In design, 'extreme users' are users that face problems to a much greater degree than the average user. Slight inconveniences that most users don't even notice become showstoppers for extreme users. By empathizing with their unique needs, you can find new ways of thinking about a problem and be guided to new solutions. You'd be surprised, but many great inventions, from the typewriter to the telephone to email, are in part or in whole the result of accommodating and pursuing solutions for these users, changing their lives as a result.
Along with my lifelong interest in the design of physical and digital interfaces, I've been fortunate enough to have a speech pathologist for a mom who has inspired my interest in special needs users and those with sensory or mobility limitations. In the past few years, my interest in the subject has turned personal, as I've been recovering from an injury that at times makes using the keyboard & mouse a challenge.

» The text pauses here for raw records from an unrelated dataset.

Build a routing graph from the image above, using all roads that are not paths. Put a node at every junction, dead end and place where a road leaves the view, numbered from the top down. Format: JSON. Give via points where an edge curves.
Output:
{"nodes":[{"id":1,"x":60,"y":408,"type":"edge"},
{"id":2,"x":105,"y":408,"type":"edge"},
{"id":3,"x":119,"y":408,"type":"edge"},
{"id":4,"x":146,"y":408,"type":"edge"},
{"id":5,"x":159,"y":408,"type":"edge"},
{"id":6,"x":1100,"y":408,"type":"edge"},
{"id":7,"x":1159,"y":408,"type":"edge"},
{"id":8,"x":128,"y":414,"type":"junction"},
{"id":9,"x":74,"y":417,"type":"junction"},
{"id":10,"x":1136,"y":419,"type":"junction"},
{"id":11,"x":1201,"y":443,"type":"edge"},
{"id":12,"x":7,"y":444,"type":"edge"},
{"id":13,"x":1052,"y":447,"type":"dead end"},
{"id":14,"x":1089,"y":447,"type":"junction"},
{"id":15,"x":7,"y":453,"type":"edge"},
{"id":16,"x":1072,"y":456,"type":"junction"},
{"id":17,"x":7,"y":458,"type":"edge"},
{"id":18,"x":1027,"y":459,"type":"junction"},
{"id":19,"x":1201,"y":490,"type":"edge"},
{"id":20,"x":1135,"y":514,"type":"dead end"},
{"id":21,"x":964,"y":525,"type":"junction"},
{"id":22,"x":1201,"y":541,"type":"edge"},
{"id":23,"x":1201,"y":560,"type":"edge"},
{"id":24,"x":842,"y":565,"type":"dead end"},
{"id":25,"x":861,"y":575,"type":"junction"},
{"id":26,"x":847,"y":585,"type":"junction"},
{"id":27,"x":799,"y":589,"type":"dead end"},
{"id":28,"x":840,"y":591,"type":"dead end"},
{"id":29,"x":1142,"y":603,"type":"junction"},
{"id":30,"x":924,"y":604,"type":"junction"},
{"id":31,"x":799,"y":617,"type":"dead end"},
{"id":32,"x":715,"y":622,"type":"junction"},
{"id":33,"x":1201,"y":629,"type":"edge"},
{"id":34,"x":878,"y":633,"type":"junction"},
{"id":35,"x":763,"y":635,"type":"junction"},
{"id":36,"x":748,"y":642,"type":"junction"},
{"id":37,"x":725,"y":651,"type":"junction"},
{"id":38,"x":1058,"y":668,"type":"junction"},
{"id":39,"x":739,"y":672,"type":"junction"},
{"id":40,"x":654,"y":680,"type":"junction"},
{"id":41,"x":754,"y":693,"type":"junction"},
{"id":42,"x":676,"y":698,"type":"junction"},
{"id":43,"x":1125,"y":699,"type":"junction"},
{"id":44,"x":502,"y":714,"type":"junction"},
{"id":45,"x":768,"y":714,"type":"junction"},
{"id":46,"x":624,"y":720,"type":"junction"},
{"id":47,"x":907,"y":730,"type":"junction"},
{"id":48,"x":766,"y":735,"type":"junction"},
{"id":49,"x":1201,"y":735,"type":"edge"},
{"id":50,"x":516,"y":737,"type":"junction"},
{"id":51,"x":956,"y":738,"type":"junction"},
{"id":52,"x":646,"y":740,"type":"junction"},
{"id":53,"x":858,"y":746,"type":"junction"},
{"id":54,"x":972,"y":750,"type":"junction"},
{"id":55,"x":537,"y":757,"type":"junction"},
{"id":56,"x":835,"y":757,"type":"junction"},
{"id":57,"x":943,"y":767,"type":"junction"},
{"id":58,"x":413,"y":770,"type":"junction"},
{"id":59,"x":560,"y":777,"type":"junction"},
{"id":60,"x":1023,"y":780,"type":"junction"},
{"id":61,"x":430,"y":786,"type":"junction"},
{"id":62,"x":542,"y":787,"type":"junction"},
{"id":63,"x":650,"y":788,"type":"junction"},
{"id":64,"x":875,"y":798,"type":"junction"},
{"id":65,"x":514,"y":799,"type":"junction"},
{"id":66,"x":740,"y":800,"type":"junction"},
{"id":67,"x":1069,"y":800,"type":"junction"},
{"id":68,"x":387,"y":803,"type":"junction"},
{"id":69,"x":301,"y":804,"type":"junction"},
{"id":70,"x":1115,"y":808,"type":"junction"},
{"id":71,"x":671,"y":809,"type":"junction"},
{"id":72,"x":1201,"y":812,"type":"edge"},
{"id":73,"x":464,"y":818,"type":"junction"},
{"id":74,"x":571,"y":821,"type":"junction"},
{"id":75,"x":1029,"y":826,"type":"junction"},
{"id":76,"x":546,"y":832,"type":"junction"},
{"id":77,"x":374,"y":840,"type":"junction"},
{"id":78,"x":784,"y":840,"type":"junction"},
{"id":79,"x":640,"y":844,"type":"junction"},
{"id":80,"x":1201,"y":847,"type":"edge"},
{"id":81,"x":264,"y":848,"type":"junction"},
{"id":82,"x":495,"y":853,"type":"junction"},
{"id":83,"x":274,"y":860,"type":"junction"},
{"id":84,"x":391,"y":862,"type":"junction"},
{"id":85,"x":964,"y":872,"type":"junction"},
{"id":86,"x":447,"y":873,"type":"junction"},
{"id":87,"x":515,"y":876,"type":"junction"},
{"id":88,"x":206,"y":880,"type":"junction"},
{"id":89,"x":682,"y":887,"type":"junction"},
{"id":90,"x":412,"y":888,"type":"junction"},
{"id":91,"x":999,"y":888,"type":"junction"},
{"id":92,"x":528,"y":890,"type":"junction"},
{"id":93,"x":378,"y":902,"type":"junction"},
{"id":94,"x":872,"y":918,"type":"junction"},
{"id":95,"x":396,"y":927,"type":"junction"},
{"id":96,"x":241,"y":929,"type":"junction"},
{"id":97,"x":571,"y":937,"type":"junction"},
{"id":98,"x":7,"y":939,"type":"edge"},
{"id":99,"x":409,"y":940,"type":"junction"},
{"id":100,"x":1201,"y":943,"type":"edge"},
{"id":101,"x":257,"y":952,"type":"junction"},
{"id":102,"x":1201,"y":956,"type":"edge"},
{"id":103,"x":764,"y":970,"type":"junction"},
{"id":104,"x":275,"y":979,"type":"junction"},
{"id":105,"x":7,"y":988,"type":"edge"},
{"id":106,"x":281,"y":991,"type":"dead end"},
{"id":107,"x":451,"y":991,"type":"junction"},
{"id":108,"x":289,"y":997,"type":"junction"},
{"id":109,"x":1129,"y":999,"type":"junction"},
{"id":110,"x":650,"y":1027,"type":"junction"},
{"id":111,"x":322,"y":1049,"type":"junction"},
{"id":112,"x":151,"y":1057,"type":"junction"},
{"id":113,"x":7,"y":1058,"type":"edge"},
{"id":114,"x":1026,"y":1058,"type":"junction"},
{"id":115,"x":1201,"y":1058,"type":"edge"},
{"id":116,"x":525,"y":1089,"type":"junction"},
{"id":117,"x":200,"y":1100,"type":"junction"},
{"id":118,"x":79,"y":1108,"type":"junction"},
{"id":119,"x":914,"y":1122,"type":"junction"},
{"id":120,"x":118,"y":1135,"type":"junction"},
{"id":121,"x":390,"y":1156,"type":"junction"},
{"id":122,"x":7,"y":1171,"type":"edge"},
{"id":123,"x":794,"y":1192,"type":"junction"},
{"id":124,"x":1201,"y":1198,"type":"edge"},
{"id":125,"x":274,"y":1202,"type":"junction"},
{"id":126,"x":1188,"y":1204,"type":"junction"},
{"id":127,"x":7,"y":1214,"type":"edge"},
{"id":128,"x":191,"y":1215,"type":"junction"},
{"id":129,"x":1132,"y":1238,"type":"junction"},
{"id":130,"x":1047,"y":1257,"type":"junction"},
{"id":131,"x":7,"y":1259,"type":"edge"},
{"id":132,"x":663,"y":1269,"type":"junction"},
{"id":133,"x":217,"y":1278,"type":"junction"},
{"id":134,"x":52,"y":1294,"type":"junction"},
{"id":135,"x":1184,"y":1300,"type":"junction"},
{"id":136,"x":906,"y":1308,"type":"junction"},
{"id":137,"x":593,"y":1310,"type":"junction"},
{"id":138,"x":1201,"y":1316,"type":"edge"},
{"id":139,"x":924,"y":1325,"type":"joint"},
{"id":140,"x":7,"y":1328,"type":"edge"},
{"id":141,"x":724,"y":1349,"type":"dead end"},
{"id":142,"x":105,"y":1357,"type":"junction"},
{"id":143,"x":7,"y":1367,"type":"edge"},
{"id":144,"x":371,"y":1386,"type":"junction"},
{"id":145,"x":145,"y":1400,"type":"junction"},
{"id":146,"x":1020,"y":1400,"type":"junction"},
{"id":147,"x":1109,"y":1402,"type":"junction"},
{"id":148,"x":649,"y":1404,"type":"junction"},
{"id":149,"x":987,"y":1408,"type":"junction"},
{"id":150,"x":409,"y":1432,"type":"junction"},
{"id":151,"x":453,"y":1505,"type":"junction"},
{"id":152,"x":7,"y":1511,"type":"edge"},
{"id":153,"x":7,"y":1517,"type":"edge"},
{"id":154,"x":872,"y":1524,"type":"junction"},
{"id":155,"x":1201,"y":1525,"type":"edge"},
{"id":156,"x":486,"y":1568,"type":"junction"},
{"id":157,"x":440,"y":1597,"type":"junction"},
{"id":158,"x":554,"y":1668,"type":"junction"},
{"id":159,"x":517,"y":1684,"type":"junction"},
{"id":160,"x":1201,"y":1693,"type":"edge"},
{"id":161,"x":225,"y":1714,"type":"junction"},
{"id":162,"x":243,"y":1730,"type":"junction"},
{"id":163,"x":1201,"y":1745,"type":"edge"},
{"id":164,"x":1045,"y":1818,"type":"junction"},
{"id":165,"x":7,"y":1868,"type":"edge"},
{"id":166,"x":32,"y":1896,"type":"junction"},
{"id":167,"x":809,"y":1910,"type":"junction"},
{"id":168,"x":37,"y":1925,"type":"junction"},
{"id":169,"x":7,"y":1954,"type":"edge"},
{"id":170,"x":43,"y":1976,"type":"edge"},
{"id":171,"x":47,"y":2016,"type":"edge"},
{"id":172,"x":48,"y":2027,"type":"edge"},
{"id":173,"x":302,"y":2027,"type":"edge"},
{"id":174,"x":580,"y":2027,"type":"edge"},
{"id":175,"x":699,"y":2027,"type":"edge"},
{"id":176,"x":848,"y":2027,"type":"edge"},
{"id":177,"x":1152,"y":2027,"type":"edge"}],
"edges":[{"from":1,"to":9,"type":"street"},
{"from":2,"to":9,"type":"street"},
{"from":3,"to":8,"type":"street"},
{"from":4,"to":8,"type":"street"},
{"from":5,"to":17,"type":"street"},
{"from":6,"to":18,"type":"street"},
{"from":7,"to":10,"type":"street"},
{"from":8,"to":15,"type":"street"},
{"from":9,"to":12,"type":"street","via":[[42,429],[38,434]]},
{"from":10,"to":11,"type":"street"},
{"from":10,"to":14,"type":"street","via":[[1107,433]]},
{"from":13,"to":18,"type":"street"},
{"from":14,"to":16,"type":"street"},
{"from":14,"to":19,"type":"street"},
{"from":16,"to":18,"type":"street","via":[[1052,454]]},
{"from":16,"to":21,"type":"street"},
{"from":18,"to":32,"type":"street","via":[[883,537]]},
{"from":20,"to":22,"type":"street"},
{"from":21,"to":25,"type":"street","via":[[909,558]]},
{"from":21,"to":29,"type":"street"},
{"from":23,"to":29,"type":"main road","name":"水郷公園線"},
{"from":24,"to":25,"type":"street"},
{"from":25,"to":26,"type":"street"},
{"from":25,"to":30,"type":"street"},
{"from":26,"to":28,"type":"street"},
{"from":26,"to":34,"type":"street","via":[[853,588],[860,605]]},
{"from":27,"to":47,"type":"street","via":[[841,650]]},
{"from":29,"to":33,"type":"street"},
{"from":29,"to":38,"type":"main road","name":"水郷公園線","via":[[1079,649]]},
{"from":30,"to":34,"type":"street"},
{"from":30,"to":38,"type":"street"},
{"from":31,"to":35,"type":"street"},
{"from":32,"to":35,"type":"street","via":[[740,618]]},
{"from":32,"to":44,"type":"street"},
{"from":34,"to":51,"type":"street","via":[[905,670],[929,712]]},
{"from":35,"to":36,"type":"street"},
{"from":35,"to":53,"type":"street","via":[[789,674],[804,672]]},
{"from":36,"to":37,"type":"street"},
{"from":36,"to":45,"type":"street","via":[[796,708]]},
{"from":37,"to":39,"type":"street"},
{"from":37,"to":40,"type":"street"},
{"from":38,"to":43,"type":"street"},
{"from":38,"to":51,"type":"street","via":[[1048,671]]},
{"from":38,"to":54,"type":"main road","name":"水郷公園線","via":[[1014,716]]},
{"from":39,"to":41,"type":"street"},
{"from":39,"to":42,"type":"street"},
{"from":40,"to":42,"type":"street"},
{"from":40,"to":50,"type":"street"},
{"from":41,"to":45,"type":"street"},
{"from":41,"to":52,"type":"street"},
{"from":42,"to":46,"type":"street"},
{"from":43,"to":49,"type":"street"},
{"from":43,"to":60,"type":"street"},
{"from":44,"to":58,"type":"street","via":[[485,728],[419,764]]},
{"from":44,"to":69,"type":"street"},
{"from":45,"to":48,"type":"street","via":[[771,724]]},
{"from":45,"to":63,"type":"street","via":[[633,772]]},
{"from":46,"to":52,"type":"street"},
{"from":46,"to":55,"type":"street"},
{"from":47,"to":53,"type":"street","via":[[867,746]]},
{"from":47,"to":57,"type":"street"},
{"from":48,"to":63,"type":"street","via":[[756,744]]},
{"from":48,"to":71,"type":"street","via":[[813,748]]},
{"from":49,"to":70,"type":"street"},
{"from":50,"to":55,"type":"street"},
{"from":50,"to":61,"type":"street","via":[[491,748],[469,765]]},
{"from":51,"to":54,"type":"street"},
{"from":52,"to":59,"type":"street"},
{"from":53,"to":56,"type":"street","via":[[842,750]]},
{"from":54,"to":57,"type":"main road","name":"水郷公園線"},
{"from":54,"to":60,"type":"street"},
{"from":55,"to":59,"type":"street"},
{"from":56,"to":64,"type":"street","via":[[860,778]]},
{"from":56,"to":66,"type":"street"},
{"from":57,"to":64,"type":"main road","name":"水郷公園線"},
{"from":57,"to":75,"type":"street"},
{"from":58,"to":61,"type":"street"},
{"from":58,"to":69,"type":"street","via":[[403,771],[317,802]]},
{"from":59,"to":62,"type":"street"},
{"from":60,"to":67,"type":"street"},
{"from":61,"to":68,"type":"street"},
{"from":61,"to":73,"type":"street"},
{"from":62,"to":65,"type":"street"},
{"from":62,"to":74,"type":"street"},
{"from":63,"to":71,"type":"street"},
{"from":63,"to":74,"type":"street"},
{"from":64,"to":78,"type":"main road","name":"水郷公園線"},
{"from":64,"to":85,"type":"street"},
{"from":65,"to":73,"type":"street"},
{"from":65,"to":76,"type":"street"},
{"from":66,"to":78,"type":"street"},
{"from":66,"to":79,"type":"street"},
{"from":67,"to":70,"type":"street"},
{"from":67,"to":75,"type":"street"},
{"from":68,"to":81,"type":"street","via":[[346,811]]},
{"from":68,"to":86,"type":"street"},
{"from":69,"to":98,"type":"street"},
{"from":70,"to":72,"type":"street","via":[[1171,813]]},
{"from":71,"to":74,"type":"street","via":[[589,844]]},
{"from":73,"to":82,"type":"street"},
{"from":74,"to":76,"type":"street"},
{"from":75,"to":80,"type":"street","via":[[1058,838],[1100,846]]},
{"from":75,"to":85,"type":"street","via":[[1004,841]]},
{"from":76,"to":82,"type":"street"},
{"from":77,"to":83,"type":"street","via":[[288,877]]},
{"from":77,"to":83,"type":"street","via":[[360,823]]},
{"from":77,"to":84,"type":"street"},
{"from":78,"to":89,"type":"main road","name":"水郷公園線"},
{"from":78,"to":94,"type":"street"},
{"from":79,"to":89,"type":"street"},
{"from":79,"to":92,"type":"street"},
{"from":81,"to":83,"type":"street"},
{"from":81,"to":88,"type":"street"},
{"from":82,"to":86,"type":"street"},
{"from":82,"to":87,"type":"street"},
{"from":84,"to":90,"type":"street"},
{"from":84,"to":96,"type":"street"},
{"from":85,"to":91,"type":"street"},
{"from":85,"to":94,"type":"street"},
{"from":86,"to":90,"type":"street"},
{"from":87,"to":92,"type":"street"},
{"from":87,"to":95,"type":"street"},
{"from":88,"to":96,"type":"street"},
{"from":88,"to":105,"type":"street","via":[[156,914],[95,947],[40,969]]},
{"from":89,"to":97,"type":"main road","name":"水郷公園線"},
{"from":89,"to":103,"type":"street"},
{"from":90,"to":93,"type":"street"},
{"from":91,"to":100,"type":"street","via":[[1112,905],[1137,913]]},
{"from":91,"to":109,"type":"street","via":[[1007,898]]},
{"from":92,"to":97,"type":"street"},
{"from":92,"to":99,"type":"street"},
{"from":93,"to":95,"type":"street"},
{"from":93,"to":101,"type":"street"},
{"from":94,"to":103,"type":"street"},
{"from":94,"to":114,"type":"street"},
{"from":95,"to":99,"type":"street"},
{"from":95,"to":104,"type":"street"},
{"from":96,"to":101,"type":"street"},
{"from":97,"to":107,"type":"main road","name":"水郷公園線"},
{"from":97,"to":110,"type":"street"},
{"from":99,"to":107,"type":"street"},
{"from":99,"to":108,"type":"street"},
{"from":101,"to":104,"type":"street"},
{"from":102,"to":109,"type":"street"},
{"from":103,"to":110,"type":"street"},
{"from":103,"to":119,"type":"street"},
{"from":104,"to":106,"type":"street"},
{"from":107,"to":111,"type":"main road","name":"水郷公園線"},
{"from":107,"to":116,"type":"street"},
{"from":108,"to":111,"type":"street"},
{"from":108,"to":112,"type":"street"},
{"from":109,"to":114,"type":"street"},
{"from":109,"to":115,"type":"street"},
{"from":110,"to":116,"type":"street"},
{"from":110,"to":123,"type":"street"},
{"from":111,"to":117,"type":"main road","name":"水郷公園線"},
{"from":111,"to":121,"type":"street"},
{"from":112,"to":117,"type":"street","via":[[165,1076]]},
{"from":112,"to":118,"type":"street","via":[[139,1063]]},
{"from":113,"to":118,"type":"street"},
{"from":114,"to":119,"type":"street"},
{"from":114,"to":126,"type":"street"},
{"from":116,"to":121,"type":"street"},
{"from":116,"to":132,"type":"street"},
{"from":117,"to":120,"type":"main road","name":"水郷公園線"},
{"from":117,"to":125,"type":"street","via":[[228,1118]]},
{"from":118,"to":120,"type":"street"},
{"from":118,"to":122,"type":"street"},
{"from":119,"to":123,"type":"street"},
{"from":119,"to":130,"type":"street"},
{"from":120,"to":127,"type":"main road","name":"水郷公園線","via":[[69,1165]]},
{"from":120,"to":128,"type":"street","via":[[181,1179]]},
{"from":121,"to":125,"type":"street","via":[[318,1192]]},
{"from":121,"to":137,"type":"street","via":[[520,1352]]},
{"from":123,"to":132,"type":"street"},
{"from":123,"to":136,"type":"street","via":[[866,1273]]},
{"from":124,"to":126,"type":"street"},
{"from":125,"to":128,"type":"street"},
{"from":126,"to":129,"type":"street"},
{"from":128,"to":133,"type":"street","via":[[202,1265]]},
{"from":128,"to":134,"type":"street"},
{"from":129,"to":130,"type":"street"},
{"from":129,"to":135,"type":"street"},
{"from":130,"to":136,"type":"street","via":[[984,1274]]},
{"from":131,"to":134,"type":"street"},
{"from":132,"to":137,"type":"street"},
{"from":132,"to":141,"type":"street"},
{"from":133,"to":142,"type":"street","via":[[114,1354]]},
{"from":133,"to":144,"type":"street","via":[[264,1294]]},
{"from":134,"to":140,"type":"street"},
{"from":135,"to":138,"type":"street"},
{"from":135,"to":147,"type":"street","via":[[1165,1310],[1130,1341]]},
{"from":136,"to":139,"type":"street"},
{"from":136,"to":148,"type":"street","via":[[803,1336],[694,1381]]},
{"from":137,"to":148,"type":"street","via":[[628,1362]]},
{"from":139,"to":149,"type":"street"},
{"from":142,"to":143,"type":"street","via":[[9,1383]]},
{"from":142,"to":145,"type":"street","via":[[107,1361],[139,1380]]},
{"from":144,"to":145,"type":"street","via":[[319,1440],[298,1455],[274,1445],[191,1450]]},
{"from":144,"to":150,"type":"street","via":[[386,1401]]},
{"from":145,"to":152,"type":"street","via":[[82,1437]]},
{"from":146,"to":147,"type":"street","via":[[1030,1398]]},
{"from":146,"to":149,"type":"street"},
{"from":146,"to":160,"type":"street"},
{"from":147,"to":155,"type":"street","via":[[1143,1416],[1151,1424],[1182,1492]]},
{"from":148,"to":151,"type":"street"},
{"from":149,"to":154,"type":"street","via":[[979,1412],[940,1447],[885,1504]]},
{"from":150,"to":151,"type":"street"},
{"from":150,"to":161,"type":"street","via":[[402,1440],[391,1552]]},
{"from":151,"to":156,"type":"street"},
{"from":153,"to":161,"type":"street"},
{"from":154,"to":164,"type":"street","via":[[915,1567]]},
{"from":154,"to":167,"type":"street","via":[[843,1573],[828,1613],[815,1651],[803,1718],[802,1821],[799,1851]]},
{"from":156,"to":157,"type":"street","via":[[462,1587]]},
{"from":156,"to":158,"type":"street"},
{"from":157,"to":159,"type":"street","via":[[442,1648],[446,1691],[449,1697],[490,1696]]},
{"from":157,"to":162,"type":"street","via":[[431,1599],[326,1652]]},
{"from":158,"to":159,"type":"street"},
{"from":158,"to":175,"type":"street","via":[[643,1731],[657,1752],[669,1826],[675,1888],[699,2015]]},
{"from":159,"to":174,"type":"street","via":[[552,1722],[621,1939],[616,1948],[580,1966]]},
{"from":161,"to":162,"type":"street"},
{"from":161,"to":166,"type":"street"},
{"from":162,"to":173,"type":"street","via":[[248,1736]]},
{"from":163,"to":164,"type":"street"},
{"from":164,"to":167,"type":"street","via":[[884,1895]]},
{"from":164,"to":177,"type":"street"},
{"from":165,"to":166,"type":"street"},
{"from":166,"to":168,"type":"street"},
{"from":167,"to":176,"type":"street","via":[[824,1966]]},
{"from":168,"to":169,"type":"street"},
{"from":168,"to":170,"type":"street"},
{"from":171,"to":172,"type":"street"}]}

This personal interest has gotten me to start experimenting with eye tracking and alternatives to the typical keyboard-on-desk workstation recently. Eye tracking is just a few years away from mainstream adoption, with early versions already helps a great many people with serious mobility issues. As it goes mainstream, it's impact will trickle down to everyone, and change everything we know about interacting with a computer. I'll probably be writing more about this in the coming year, but if you haven't heard about it before, this is a space to watch. The upcoming iPhone *may* even have it built in, and Microsoft just announced Windows 10 will support native eye tracking this fall.
But there's a next step beyond eye tracking, one that no ordinary person would dare go. The brain-computer interface shown in this study is that next step - a rare glimpse into the future that we will one day live in, when we have the ability to link our brains and quite literally communicate telepathically(!). The stuff of science fiction is here today, if we just find and help the people in situations extreme enough to need it. There's something beautiful about the future being driven by human empathy, isn't there?